Ingrid comes up with the idea to fake hers and Nightmare's death to catch the Renegades off guard. Nova reluctantly helps with the plan, taking Adrian with her on a Nightmare investigation at Cosmopolis Park, where the two begin to become enamored with each other. The two enter an abandoned fun house so Nova and Ingrid can stage Nightmare's death. Nightmare appears to fight Ingrid in front of Adrian, and Ingrid destroys the fun house, apparently killing Nightmare. Outside, Ingrid realizes Adrian is the Sentinel. The entire Renegade council arrives and Ingrid prepares to destroy all of Cosmopolis Park with her bombs with them in it, but Nova finally shoots her dead.

In the aftermath, Adrian implies to Nova that the entire trip was a date between them. Nova becomes nervous and runs off. She goes to the Cathedral where Ace was killed. Inside the cathedral, Nova says that the helmet is still intact, and a still-alive but weak Ace praises her for her actions.

== Publicity ==
Publicity for Renegades included social media posts on Meyer's Twitter account, chapter releases, as well as a cover reveal with the LA Times. There was also heavy use of the hashtags #JointheRenegades and #WinRenegades, book giveaways, and book swag such as sunglasses, pens, slap bracelets, and at conferences such as BookExpo. In anticipation for the release date there were multiple giveaways, one for a Renegades-themed trip to YallFest, a chance to have your own character featured in the Renegades sequel, and a photo contest to win an advanced copy of the book. Two limited-edition exclusive editions of the novel were produced and released through Target and Barnes & Noble. Meyer also offered a pre-order incentive, where those who pre-ordered the novel could submit their receipt and receive exclusive Renegades-themed buttons.

An entire website was created dedicated to the novel, and the pages are slowly added in order to tease fans and get them excited for the novel's release.

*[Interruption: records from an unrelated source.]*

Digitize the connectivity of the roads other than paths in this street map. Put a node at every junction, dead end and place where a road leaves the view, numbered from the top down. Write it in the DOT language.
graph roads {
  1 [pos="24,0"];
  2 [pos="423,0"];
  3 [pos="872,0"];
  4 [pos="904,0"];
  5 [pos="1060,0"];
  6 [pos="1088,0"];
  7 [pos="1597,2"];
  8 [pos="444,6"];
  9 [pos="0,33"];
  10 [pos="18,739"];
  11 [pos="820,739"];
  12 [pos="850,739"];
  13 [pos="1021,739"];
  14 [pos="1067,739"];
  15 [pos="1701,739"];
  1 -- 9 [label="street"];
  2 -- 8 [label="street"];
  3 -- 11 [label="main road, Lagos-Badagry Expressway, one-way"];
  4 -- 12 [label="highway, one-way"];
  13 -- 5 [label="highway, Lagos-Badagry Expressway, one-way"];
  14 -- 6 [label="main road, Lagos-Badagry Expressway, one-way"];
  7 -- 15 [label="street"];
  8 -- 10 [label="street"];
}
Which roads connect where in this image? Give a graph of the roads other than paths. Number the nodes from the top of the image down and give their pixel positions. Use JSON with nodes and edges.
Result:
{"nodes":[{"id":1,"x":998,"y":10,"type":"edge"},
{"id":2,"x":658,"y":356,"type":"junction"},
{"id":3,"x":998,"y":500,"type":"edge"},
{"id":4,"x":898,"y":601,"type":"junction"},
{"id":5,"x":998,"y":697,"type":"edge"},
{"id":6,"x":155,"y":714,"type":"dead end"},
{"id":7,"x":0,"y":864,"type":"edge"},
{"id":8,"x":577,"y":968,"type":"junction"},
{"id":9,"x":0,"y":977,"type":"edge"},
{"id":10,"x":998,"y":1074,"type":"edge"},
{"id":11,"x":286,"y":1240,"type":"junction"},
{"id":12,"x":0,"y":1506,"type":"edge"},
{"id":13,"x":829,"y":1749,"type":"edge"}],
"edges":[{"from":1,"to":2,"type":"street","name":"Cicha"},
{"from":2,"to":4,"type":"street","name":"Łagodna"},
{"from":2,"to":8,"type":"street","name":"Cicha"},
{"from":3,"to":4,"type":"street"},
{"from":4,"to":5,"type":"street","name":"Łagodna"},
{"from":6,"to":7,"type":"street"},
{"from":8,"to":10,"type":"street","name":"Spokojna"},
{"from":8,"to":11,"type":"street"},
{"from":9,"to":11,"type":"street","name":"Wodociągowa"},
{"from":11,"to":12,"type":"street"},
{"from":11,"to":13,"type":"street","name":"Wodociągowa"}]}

On October 3, 2017, a Facebook Live event took place in which fans could ask Meyer questions, and hear her read an excerpt from the novel.

== Sequels ==
Two sequels have been released; Archenemies was published on December 14, 2018, and the final installment in the trilogy, Supernova, was released on October 29, 2019. About a fourth novel, Meyer said that she didn't "currently have plans to write more in the Renegades universe".

== Reception ==
Publishers Weekly gave it a starred review on October 9, calling it, "a strikingly grounded story of star-crossed would-be lovers, deception, and the recognition that most of humanity exists between the extremes of good and evil". Common Sense Media rated the book at four stars, writing "Slow start, but much intrigue in supervillain/hero tale."

Renegades hit the New York Times bestseller list for Young Adult Hardcovers at number 2 the week of November 26, 2017.